**What is needed:** In full and without change, repeat the records shown below.

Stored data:
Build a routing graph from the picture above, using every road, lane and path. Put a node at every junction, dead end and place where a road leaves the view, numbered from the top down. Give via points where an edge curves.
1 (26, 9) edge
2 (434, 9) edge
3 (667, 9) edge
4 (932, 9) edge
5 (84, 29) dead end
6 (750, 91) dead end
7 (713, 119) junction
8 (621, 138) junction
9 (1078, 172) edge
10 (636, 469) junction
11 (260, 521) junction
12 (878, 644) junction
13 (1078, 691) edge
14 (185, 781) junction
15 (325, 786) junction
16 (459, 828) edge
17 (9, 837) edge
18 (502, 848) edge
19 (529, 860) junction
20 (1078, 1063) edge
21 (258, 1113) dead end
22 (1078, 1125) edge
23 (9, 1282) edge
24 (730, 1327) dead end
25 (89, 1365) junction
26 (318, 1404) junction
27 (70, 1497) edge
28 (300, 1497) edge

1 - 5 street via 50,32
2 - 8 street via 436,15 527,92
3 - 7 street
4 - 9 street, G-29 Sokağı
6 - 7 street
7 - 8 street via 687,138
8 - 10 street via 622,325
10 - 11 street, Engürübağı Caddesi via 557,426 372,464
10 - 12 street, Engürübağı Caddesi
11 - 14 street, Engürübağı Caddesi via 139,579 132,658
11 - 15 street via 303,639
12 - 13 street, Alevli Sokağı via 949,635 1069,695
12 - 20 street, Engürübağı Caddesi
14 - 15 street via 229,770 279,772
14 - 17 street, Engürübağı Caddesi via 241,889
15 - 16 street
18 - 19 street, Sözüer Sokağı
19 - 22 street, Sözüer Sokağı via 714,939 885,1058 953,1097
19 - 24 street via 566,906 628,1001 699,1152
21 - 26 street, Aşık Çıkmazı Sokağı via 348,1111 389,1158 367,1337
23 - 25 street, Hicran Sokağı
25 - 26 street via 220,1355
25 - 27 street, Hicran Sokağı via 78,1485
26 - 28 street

**Output:**
Build a routing graph from the picture above, using every road, lane and path. Put a node at every junction, dead end and place where a road leaves the view, numbered from the top down. Give via points where an edge curves.
1 (26, 9) edge
2 (434, 9) edge
3 (667, 9) edge
4 (932, 9) edge
5 (84, 29) dead end
6 (750, 91) dead end
7 (713, 119) junction
8 (621, 138) junction
9 (1078, 172) edge
10 (636, 469) junction
11 (260, 521) junction
12 (878, 644) junction
13 (1078, 691) edge
14 (185, 781) junction
15 (325, 786) junction
16 (459, 828) edge
17 (9, 837) edge
18 (502, 848) edge
19 (529, 860) junction
20 (1078, 1063) edge
21 (258, 1113) dead end
22 (1078, 1125) edge
23 (9, 1282) edge
24 (730, 1327) dead end
25 (89, 1365) junction
26 (318, 1404) junction
27 (70, 1497) edge
28 (300, 1497) edge

1 - 5 street via 50,32
2 - 8 street via 436,15 527,92
3 - 7 street
4 - 9 street, G-29 Sokağı
6 - 7 street
7 - 8 street via 687,138
8 - 10 street via 622,325
10 - 11 street, Engürübağı Caddesi via 557,426 372,464
10 - 12 street, Engürübağı Caddesi
11 - 14 street, Engürübağı Caddesi via 139,579 132,658
11 - 15 street via 303,639
12 - 13 street, Alevli Sokağı via 949,635 1069,695
12 - 20 street, Engürübağı Caddesi
14 - 15 street via 229,770 279,772
14 - 17 street, Engürübağı Caddesi via 241,889
15 - 16 street
18 - 19 street, Sözüer Sokağı
19 - 22 street, Sözüer Sokağı via 714,939 885,1058 953,1097
19 - 24 street via 566,906 628,1001 699,1152
21 - 26 street, Aşık Çıkmazı Sokağı via 348,1111 389,1158 367,1337
23 - 25 street, Hicran Sokağı
25 - 26 street via 220,1355
25 - 27 street, Hicran Sokağı via 78,1485
26 - 28 street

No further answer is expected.